Description of the task: Copy the records word for word, omitting all pictures.

++++ Information provided

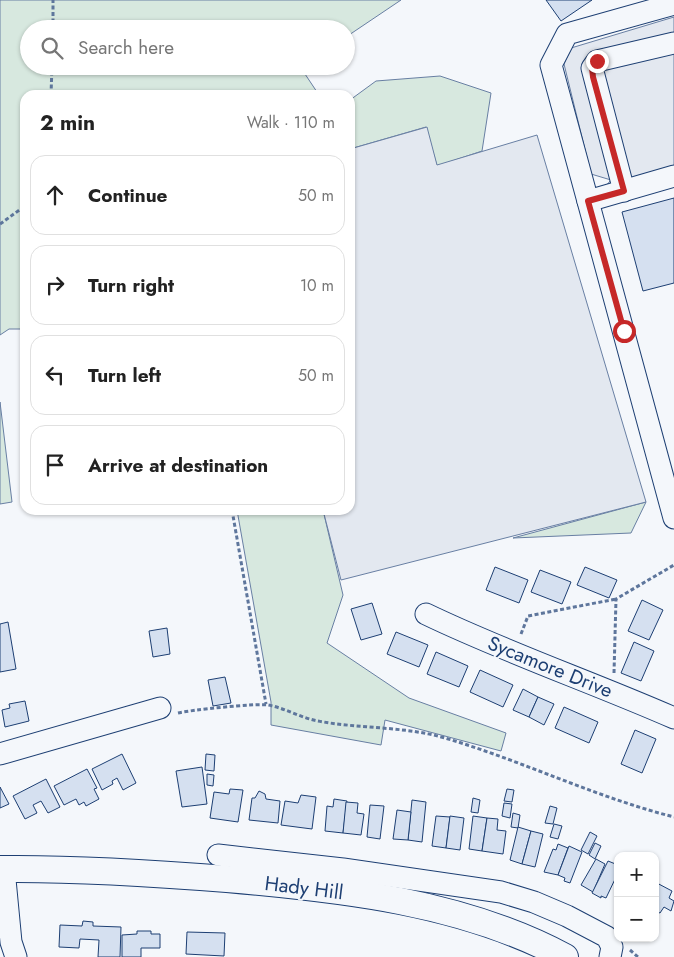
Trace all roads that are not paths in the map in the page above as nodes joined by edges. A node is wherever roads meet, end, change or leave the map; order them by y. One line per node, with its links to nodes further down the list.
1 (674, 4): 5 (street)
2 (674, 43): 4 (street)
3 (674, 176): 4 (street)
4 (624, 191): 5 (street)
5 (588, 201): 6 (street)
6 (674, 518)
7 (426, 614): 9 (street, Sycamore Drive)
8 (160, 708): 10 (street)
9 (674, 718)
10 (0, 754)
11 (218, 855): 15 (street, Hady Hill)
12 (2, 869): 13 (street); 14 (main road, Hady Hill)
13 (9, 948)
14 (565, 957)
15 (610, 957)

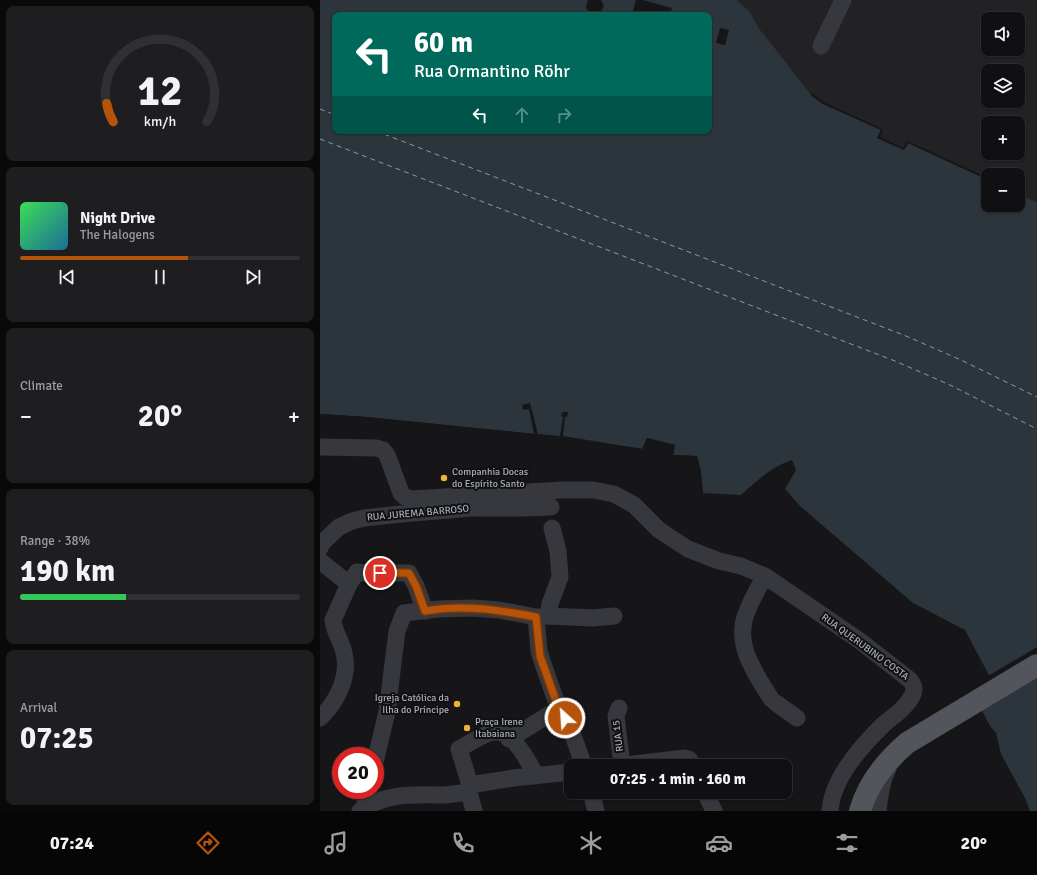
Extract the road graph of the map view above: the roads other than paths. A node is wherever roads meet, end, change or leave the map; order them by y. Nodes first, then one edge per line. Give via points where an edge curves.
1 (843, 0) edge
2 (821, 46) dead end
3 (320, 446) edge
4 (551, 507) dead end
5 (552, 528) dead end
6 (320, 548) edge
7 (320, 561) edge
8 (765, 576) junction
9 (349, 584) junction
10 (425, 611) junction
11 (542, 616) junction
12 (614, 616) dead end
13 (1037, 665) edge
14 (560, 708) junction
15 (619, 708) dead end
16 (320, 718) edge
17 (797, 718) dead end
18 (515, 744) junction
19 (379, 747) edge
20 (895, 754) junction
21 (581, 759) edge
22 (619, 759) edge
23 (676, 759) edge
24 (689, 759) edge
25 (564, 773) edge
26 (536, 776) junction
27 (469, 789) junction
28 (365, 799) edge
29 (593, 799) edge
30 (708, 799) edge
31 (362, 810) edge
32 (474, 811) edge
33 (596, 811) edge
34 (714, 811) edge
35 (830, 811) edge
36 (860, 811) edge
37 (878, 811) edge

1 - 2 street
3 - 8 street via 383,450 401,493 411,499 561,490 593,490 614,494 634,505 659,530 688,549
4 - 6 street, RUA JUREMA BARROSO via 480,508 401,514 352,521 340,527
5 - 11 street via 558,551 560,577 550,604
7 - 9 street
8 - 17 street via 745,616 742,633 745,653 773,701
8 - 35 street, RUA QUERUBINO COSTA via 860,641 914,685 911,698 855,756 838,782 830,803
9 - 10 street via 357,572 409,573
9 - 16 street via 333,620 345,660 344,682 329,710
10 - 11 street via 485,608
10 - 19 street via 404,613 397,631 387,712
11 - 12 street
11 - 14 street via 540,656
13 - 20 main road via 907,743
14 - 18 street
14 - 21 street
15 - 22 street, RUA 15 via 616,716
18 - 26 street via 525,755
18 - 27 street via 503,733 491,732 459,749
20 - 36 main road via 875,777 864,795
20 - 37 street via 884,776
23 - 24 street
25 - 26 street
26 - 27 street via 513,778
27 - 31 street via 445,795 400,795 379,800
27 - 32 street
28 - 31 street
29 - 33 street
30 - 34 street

++++++++

Written solution:
Trace all roads that are not paths in the map in the page above as nodes joined by edges. A node is wherever roads meet, end, change or leave the map; order them by y. One line per node, with its links to nodes further down the list.
1 (674, 4): 5 (street)
2 (674, 43): 4 (street)
3 (674, 176): 4 (street)
4 (624, 191): 5 (street)
5 (588, 201): 6 (street)
6 (674, 518)
7 (426, 614): 9 (street, Sycamore Drive)
8 (160, 708): 10 (street)
9 (674, 718)
10 (0, 754)
11 (218, 855): 15 (street, Hady Hill)
12 (2, 869): 13 (street); 14 (main road, Hady Hill)
13 (9, 948)
14 (565, 957)
15 (610, 957)

Extract the road graph of the map view above: the roads other than paths. A node is wherever roads meet, end, change or leave the map; order them by y. Nodes first, then one edge per line. Give via points where an edge curves.
1 (843, 0) edge
2 (821, 46) dead end
3 (320, 446) edge
4 (551, 507) dead end
5 (552, 528) dead end
6 (320, 548) edge
7 (320, 561) edge
8 (765, 576) junction
9 (349, 584) junction
10 (425, 611) junction
11 (542, 616) junction
12 (614, 616) dead end
13 (1037, 665) edge
14 (560, 708) junction
15 (619, 708) dead end
16 (320, 718) edge
17 (797, 718) dead end
18 (515, 744) junction
19 (379, 747) edge
20 (895, 754) junction
21 (581, 759) edge
22 (619, 759) edge
23 (676, 759) edge
24 (689, 759) edge
25 (564, 773) edge
26 (536, 776) junction
27 (469, 789) junction
28 (365, 799) edge
29 (593, 799) edge
30 (708, 799) edge
31 (362, 810) edge
32 (474, 811) edge
33 (596, 811) edge
34 (714, 811) edge
35 (830, 811) edge
36 (860, 811) edge
37 (878, 811) edge

1 - 2 street
3 - 8 street via 383,450 401,493 411,499 561,490 593,490 614,494 634,505 659,530 688,549
4 - 6 street, RUA JUREMA BARROSO via 480,508 401,514 352,521 340,527
5 - 11 street via 558,551 560,577 550,604
7 - 9 street
8 - 17 street via 745,616 742,633 745,653 773,701
8 - 35 street, RUA QUERUBINO COSTA via 860,641 914,685 911,698 855,756 838,782 830,803
9 - 10 street via 357,572 409,573
9 - 16 street via 333,620 345,660 344,682 329,710
10 - 11 street via 485,608
10 - 19 street via 404,613 397,631 387,712
11 - 12 street
11 - 14 street via 540,656
13 - 20 main road via 907,743
14 - 18 street
14 - 21 street
15 - 22 street, RUA 15 via 616,716
18 - 26 street via 525,755
18 - 27 street via 503,733 491,732 459,749
20 - 36 main road via 875,777 864,795
20 - 37 street via 884,776
23 - 24 street
25 - 26 street
26 - 27 street via 513,778
27 - 31 street via 445,795 400,795 379,800
27 - 32 street
28 - 31 street
29 - 33 street
30 - 34 street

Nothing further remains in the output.